From religious organisations that must now navigate the increasingly complex labyrinth of gay rights laws[8] to Christian Unions that are being forced to admit atheists into their ranks[9], it is clear that today's liberals are making sure Big Brother does more than merely watch us: he's checking out our credo.[10] Chesterton was surely prophetic when he conjectured that, "We may eventually be bound not to disturb a man's mind even by argument; not to disturb the sleep of birds even by coughing."[11]

ILLIBERAL LIBERALISM

It is instructive to note that this dogmatic intolerance of dissent, while putting public debate into a state of paralysis, has come to Britain in the package of `tolerance', `equality', `human rights' and even - heaven help us - `freedom'. These were, of course, the values of classical liberalism championed by the humanists of the Enlightenment.[12] But while the contemporary liberal still likes to think of himself as operating within the ideological legacy framed by such men as Hume, Locke, Diderot, Voltaire, Rousseau and Mill, the totalitarian utopia towards which he strives would presumably be anathema to these defenders of freedom in so far as it is the ultimate betrayal of genuine liberal values.

This is a point that has not been missed on the old fashion liberals who still remain among us.
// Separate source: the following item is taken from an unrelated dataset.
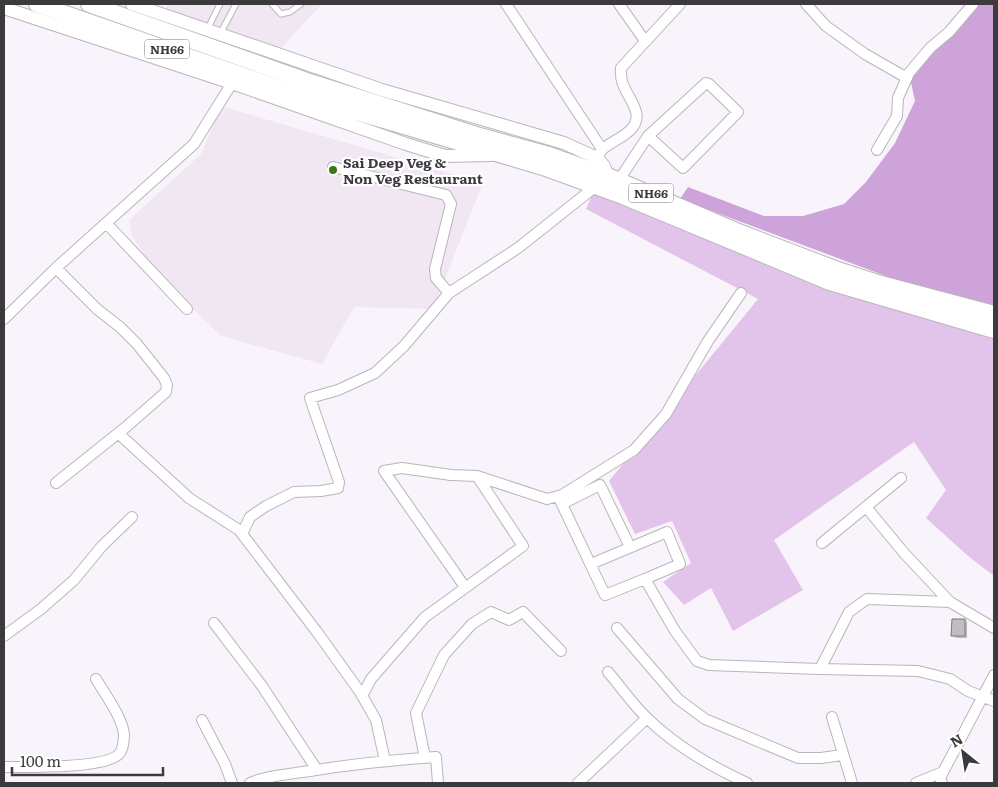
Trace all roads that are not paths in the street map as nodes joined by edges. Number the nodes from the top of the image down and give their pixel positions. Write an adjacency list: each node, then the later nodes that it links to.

For example, in his book The Retreat of Reason, Anthony Browne argues that the dogmatic, bullying posture of the contemporary liberal is a betrayal of the true liberalism and rationalism of the Enlightenment.[13] We find a similar theme in the work of the lesbian and self-proclaimed leftist Tammy Bruce, former president of the Los Angeles chapter of the National Organisation of Woman, and author of The New Thought Police: Inside the Left's Assault on Free Speech and Free Minds[14] and The Death of Right and Wrong: Exposing the Left's Assault on Our Culture and Values.[15] In these works, Bruce uses a liberal platform to critique left-wing anti-intellectualism, thought totalitarianism and inverted racism, being careful to insist that she is not a conservative. Similarly, the British commentator Melanie Phillips is careful to tell us that, though "styled a conservative by her opponents"[16], she is really defending the liberal values of the Enlightenment. ".liberalism," said Phillips at a recent conference, ".has so badly undermined itself and departed from its own core concepts that it is now paralysed by moral and intellectual muddle.. What we are living through in the west is nothing short of a repudiation of the Enlightenment, a repudiation of reason; and its substitution by irrationality, obscurantism, bigotry and clerical totalitarianism - all facilitated by our so-called `liberal' society, and all in the name of `human rights.'[17]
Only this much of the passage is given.